This is hella cool. The only issue I see is that the neck collides and clips through the collar of her shirt on MH Animator. But aside from that its really really cool. Thank you for sharing this demo! I can't wait to try them out.
Actually, that clipping only happens because only the head is being animated here. If the whole character was being animated the shirt wouldn't clip, it would follow the head.
Nope, wrong guess. Nobody has got it yet. Basically shows that voice-to-voice AI gets the tone of the voice correct but unless the input voice speaker can imitate the accent and speech mannerisms of the output speaker, it's not a really a copy.
@@DdawgRealFX if you use mha you need to create a metahuman identity four face but you can keep using that identy unless the actor being captured changes
There is not much of a pipeline really. When I recorded the animation the iPhone also records a video and audio. You can place the audio track into sequencer and render out the whole thing with sound to get a video with your own voice. When you have installed RVC from the link in the video, you must choose a voice model and an input audio file, then you just hit the big convert button and listen to the voice it produces. There is a field in the browser interface where you can shift the pitch of the voice up or down till it sounds right. For example if you are a man with a deeper voice and converting to a woman, you may have to up-shift 6 or 12 to make it sound correct. Now you can run the audio track from your video through RVC to convert it. Eventually you load your original movie (with sound) into your favorite video editor (I used Davinci Resolve) and load the sound track from RVC as an extra track. You can then sync the RVC track to the original audio, turn off the original audio and turn on the RVC track and output your video. This may be simpler than you thought because RVC preserves the timing of the original audio, so the two will match exactly. Only the tone and overall sound changes. For a voice to "sound right" you need to be able to imitate the way the original person talks and their accent. For example if I use an arnold schwarzenegger voice I won't sound anything like him unless I try to imitate his accent and timing. I think this is why nobody recognizes the actress Amanda's voice is based on, because that actress has a noticeable European accent that I didn't try to imitate. I will try to do a tutorial later on, there are also a lot of other people on RU-vid with RVC tutorials as well.
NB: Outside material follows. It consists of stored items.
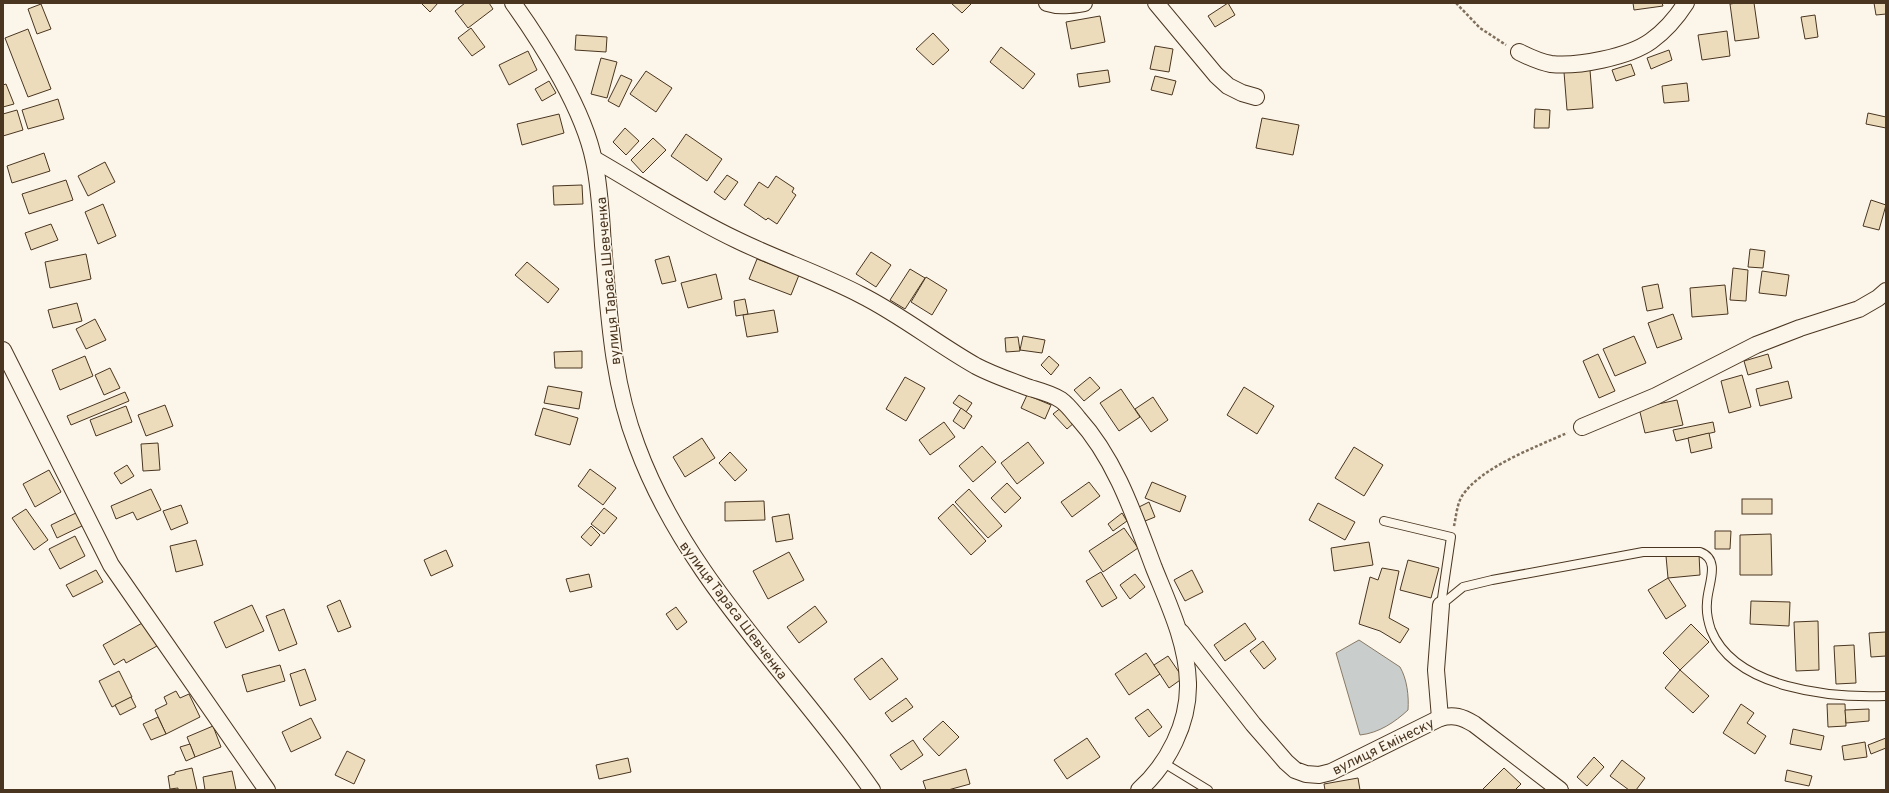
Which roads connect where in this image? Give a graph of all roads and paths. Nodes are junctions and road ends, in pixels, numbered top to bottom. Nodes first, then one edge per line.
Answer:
1 (513, 3) edge
2 (1047, 3) edge
3 (1084, 3) edge
4 (1156, 3) edge
5 (1456, 3) edge
6 (1686, 3) edge
7 (1519, 52) joint
8 (1256, 97) dead end
9 (594, 159) junction
10 (1886, 290) edge
11 (3, 350) edge
12 (1582, 427) joint
13 (1384, 521) dead end
14 (1451, 538) junction
15 (1441, 605) junction
16 (1177, 627) junction
17 (1886, 696) edge
18 (1440, 718) junction
19 (1164, 762) junction
20 (267, 790) edge
21 (872, 790) edge
22 (1139, 790) edge
23 (1208, 790) edge
24 (1560, 790) edge

1 - 9 street, вулиця Тараса Шевченка
2 - 3 street
4 - 8 street
5 - 7 path
6 - 7 street
9 - 16 street
9 - 21 street, вулиця Тараса Шевченка
10 - 12 street
11 - 20 street
12 - 14 path
13 - 14 lane
14 - 15 lane
15 - 17 lane
15 - 18 street
16 - 18 street, вулиця Емінеску
16 - 19 street
18 - 24 street, вулиця Емінеску
19 - 22 street
19 - 23 lane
In this video, the voice was recorded by LiveLinkFace (animator mode) and exported through metahuman animator. After all the animations were done I just added the audio from LiveLinkFace into the sequence and rendered out the movie. Audio usually gets exported as a separate file when you render so I used Davinci Resolve to add the original audio to the video or to substitute the AI audio version. The only problem is that LiveLinkFace isn't all that good at recording audio. I ended up plugging in a microphone with a gain adjustment which worked much better.
I've been trying to find a way to take the files used for LiveLink Face and reuse them later in Metahuman Animator. The goal is mocap that is real-time at first And then higher quality later. The best of both worlds.
I don't think this is possible, I believe when you are using Live Link Face in arkit mode it's not recording all the depth data that is required for Metahuman animator to work. To do this I literally had two iPhones stacked up, one running animator and the other running arkit. I'm not sure if you can even run the iPhone's depth camera and arkit face tracker simultaneously. It might be possible, but since both use the same physical camera...not sure. Actually, unless you really need a realtime preview, I think you can just use Metahuman animator. On a fast PC it doesn't take long to process it and produce an animation. The main thing that takes time is creating the "metahuman DNA" for the actor, but you only have to do that once per actor.
@GregCorson It was my understanding that LiveLink was the only option that used the lidar. Instead, it only required the known camera/len combo found in the iPhone models 10+. If that's true, then it means we might be able to use the recorded video from LiveLink to later drive Metahuman animator. I would like it to be real-time for live demo purposes.
Honestly I'm not sure, I believe there is additional data besides just the video that is sent over for metahuman animator, but I'd have to check. Pretty sure some of the data is based on depth because if you want to use metahuman animator with a normal video camera it needs to be a stereoscopic one.
Would so appreciate a tutorial on the voice changer please, just downloaded it (I think I just downloaded it) and extracted the Zip File, that was a scary moment. Thank you.
Both of the heads were rendered at the same time from the same model, the only difference should be the animation. Because they are side-by-side there is a slight camera angle difference and a slight difference in the lighting angles because they are both lit by the same lights. I can see a bit of a difference down near her neck, I'm not sure where that's coming from unless I somehow didn't set the level of detail override correctly, I will have to check. The camera is so close that they really should both be running max detail no matter what though.
Thanks, was searching for a comparison in the direction of Blender. Now I see, that it will not work the way I wanted... ARKit version is just worse. Too symetricall everywhere.
Metahuman animator can be very expressive, the ARkit face tracker is not bad, but has a limited number of variables to work with (around 40 I think). Though it still can be very useful as a starting point for animations. That is, get the basic animation with ARkit and then use something like blender to tweak it.